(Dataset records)
⟨
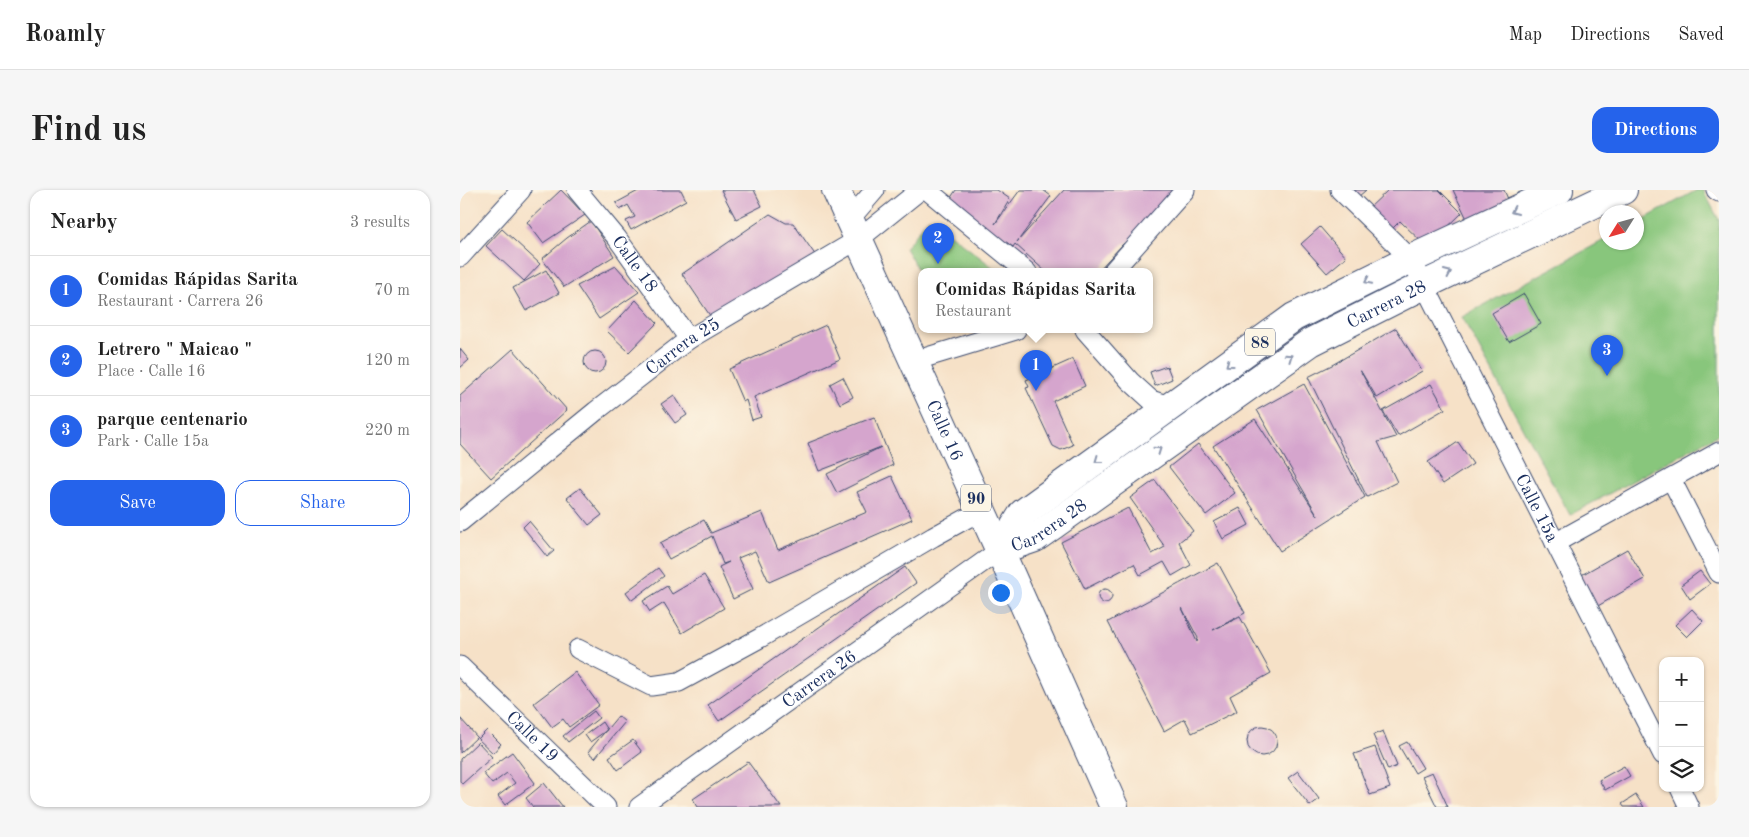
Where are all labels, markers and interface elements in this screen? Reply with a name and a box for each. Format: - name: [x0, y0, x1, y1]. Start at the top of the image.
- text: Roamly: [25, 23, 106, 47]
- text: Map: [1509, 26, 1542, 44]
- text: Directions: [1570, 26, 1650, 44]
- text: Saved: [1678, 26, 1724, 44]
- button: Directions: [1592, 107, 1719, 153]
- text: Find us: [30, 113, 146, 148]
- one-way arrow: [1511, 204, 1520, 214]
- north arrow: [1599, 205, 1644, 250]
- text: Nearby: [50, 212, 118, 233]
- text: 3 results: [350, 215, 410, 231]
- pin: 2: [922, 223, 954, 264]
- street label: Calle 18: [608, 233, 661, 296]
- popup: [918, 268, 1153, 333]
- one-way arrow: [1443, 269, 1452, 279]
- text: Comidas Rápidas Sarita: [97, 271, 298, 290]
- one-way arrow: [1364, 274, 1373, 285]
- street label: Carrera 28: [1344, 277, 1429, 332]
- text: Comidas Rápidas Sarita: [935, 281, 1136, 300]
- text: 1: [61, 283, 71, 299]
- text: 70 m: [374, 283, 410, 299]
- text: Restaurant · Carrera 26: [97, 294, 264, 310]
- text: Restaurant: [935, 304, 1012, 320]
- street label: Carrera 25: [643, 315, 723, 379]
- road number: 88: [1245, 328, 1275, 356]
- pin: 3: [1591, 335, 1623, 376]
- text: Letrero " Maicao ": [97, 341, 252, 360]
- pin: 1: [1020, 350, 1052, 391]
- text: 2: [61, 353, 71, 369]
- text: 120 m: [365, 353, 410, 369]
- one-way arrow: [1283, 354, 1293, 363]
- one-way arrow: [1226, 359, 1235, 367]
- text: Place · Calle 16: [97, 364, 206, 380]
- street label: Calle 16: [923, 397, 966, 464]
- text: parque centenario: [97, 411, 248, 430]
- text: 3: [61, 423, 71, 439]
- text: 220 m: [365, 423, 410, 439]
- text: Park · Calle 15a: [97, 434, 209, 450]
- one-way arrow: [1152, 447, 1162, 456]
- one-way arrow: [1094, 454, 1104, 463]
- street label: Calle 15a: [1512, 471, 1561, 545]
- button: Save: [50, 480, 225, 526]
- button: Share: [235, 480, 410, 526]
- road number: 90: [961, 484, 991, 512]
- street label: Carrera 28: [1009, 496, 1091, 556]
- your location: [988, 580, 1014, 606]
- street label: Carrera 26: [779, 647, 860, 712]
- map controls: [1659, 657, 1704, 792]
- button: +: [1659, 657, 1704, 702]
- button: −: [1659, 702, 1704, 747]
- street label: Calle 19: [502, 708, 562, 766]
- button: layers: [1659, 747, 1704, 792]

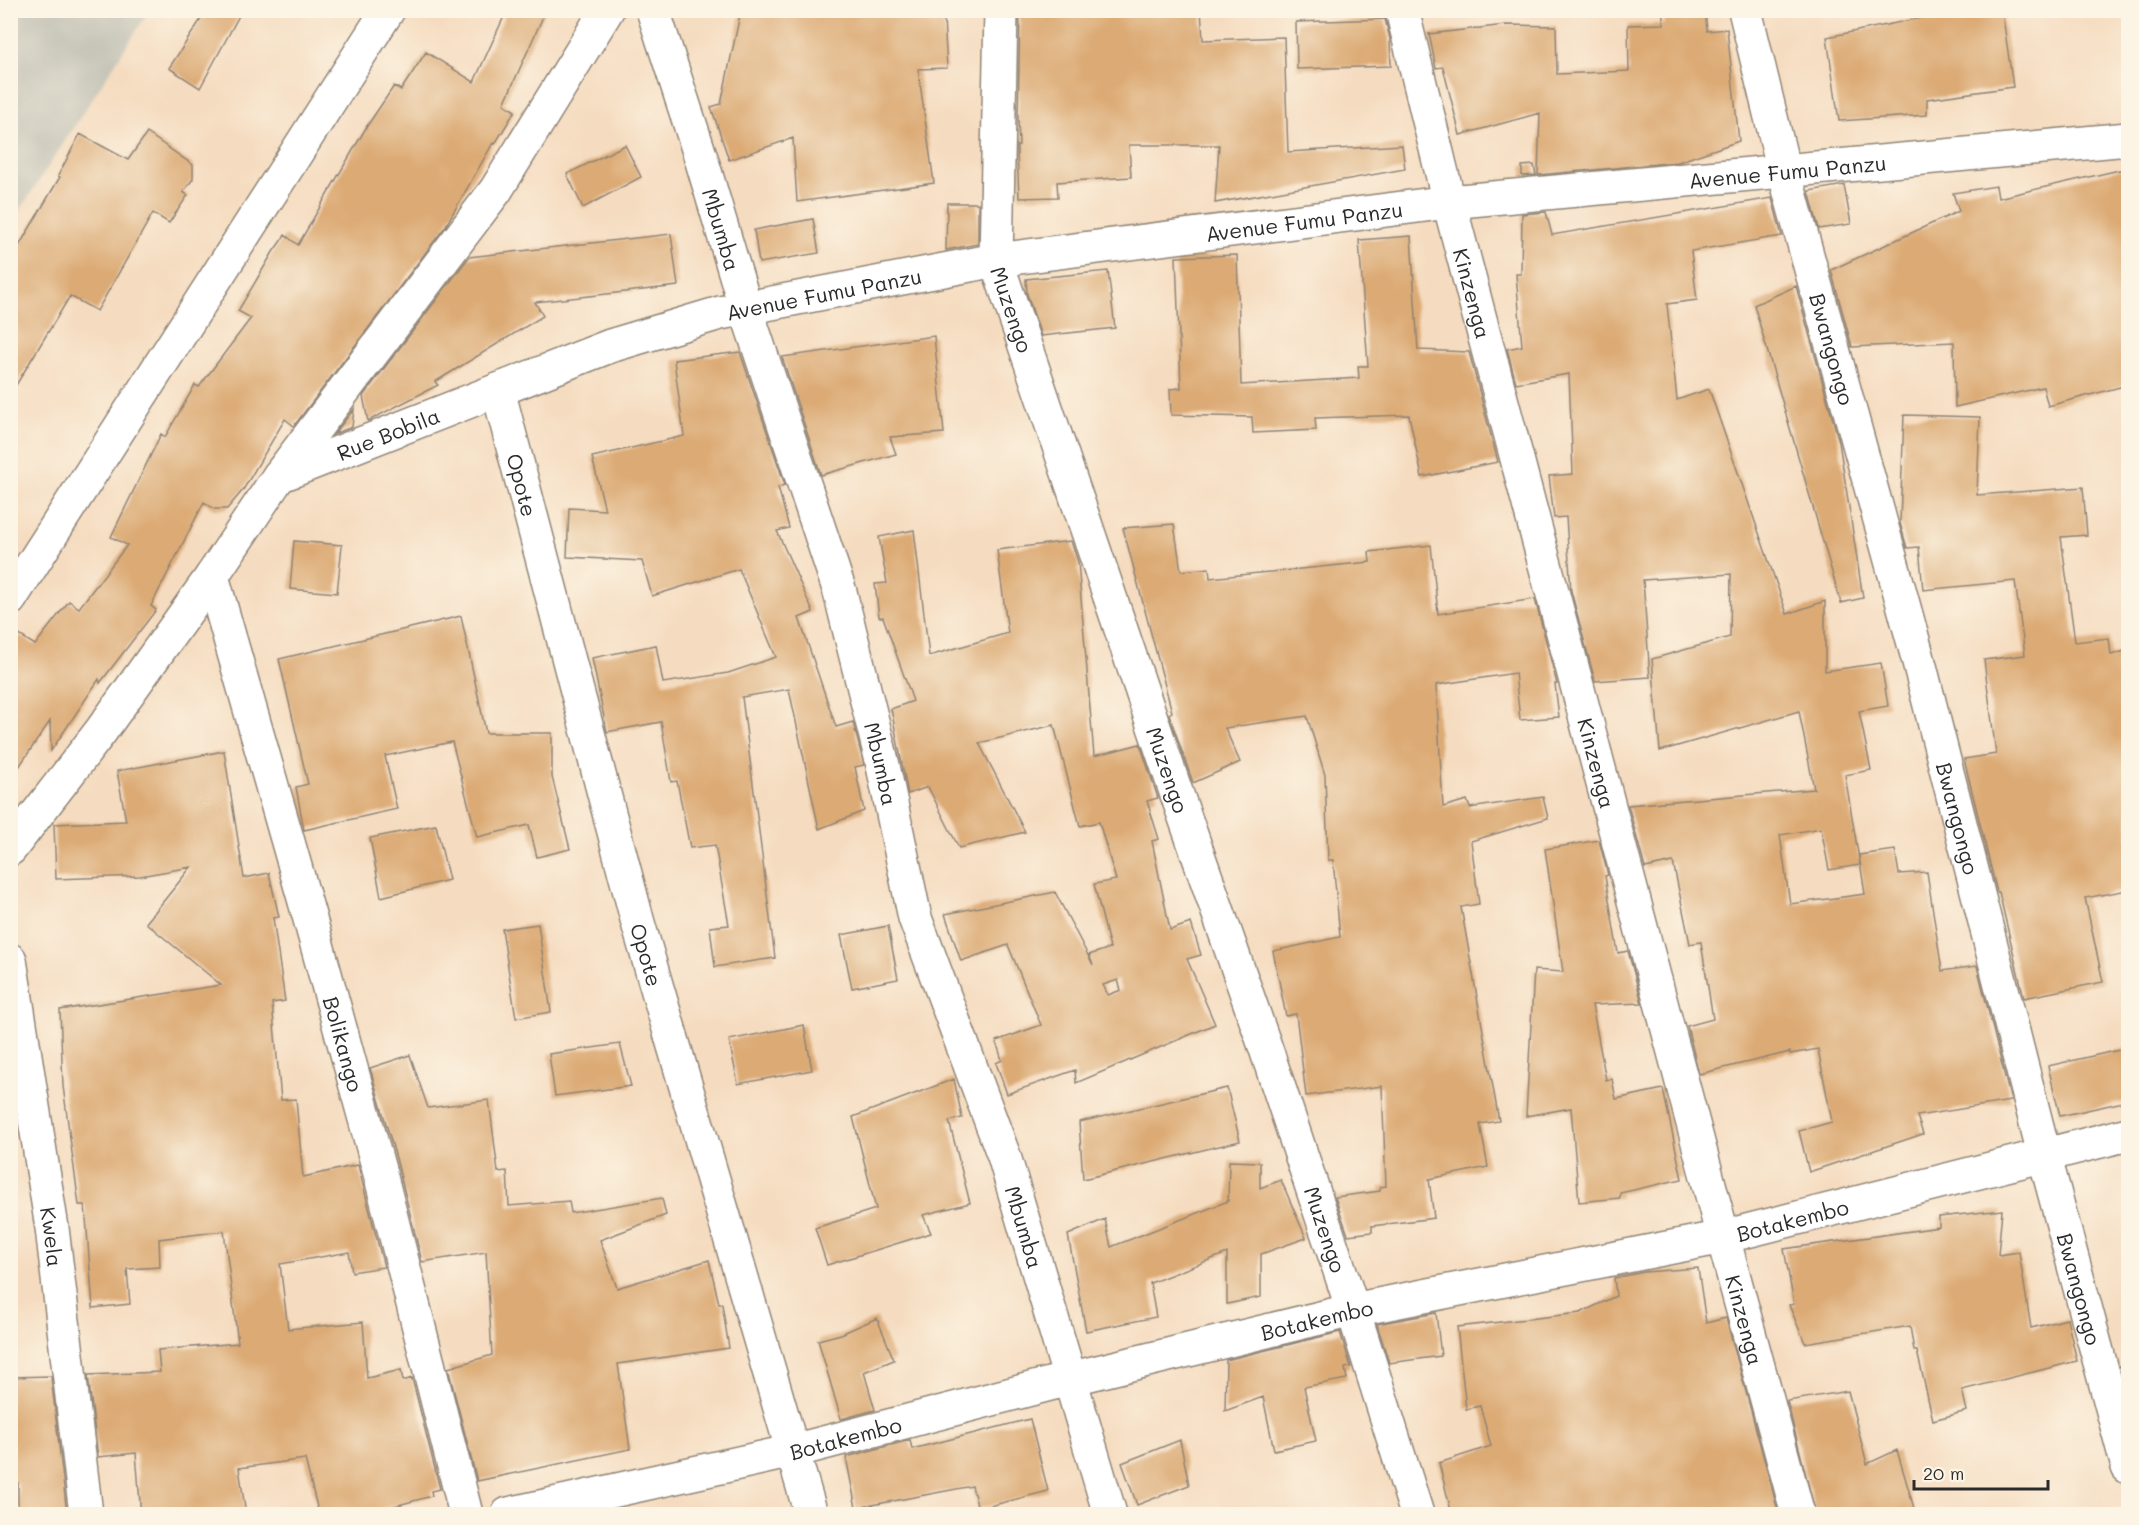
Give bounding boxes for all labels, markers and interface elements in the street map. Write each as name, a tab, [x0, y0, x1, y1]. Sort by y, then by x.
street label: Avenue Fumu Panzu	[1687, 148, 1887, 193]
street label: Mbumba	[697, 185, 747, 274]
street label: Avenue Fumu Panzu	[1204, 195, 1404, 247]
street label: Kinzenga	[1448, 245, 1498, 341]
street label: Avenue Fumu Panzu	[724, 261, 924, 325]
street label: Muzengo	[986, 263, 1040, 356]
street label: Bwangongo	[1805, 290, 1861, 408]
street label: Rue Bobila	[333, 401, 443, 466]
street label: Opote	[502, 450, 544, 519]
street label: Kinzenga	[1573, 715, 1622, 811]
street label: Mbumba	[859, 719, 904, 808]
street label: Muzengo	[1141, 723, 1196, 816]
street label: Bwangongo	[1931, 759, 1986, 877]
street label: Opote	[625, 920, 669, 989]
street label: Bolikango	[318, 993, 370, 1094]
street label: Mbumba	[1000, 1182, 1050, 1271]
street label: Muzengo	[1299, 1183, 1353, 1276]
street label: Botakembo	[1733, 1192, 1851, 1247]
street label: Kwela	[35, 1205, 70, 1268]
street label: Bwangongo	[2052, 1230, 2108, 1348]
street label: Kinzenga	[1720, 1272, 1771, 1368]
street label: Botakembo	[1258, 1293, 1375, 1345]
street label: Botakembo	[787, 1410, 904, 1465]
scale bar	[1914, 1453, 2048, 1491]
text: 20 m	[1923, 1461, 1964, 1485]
⟩
> **Exercise**
With the pictures removed, return each record above exactly as given.

> **Response area**
Where are all labels, markers and interface elements in this screen? Reply with a name and a box for each. Format: - name: [x0, y0, x1, y1]. Start at the top of the image.
- text: Roamly: [25, 23, 106, 47]
- text: Map: [1509, 26, 1542, 44]
- text: Directions: [1570, 26, 1650, 44]
- text: Saved: [1678, 26, 1724, 44]
- button: Directions: [1592, 107, 1719, 153]
- text: Find us: [30, 113, 146, 148]
- one-way arrow: [1511, 204, 1520, 214]
- north arrow: [1599, 205, 1644, 250]
- text: Nearby: [50, 212, 118, 233]
- text: 3 results: [350, 215, 410, 231]
- pin: 2: [922, 223, 954, 264]
- street label: Calle 18: [608, 233, 661, 296]
- popup: [918, 268, 1153, 333]
- one-way arrow: [1443, 269, 1452, 279]
- text: Comidas Rápidas Sarita: [97, 271, 298, 290]
- one-way arrow: [1364, 274, 1373, 285]
- street label: Carrera 28: [1344, 277, 1429, 332]
- text: Comidas Rápidas Sarita: [935, 281, 1136, 300]
- text: 1: [61, 283, 71, 299]
- text: 70 m: [374, 283, 410, 299]
- text: Restaurant · Carrera 26: [97, 294, 264, 310]
- text: Restaurant: [935, 304, 1012, 320]
- street label: Carrera 25: [643, 315, 723, 379]
- road number: 88: [1245, 328, 1275, 356]
- pin: 3: [1591, 335, 1623, 376]
- text: Letrero " Maicao ": [97, 341, 252, 360]
- pin: 1: [1020, 350, 1052, 391]
- text: 2: [61, 353, 71, 369]
- text: 120 m: [365, 353, 410, 369]
- one-way arrow: [1283, 354, 1293, 363]
- one-way arrow: [1226, 359, 1235, 367]
- text: Place · Calle 16: [97, 364, 206, 380]
- street label: Calle 16: [923, 397, 966, 464]
- text: parque centenario: [97, 411, 248, 430]
- text: 3: [61, 423, 71, 439]
- text: 220 m: [365, 423, 410, 439]
- text: Park · Calle 15a: [97, 434, 209, 450]
- one-way arrow: [1152, 447, 1162, 456]
- one-way arrow: [1094, 454, 1104, 463]
- street label: Calle 15a: [1512, 471, 1561, 545]
- button: Save: [50, 480, 225, 526]
- button: Share: [235, 480, 410, 526]
- road number: 90: [961, 484, 991, 512]
- street label: Carrera 28: [1009, 496, 1091, 556]
- your location: [988, 580, 1014, 606]
- street label: Carrera 26: [779, 647, 860, 712]
- map controls: [1659, 657, 1704, 792]
- button: +: [1659, 657, 1704, 702]
- button: −: [1659, 702, 1704, 747]
- street label: Calle 19: [502, 708, 562, 766]
- button: layers: [1659, 747, 1704, 792]

Give bounding boxes for all labels, markers and interface elements in the street map. Write each as name, a tab, [x0, y0, x1, y1]. Sort by y, then by x.
street label: Avenue Fumu Panzu	[1687, 148, 1887, 193]
street label: Mbumba	[697, 185, 747, 274]
street label: Avenue Fumu Panzu	[1204, 195, 1404, 247]
street label: Kinzenga	[1448, 245, 1498, 341]
street label: Avenue Fumu Panzu	[724, 261, 924, 325]
street label: Muzengo	[986, 263, 1040, 356]
street label: Bwangongo	[1805, 290, 1861, 408]
street label: Rue Bobila	[333, 401, 443, 466]
street label: Opote	[502, 450, 544, 519]
street label: Kinzenga	[1573, 715, 1622, 811]
street label: Mbumba	[859, 719, 904, 808]
street label: Muzengo	[1141, 723, 1196, 816]
street label: Bwangongo	[1931, 759, 1986, 877]
street label: Opote	[625, 920, 669, 989]
street label: Bolikango	[318, 993, 370, 1094]
street label: Mbumba	[1000, 1182, 1050, 1271]
street label: Muzengo	[1299, 1183, 1353, 1276]
street label: Botakembo	[1733, 1192, 1851, 1247]
street label: Kwela	[35, 1205, 70, 1268]
street label: Bwangongo	[2052, 1230, 2108, 1348]
street label: Kinzenga	[1720, 1272, 1771, 1368]
street label: Botakembo	[1258, 1293, 1375, 1345]
street label: Botakembo	[787, 1410, 904, 1465]
scale bar	[1914, 1453, 2048, 1491]
text: 20 m	[1923, 1461, 1964, 1485]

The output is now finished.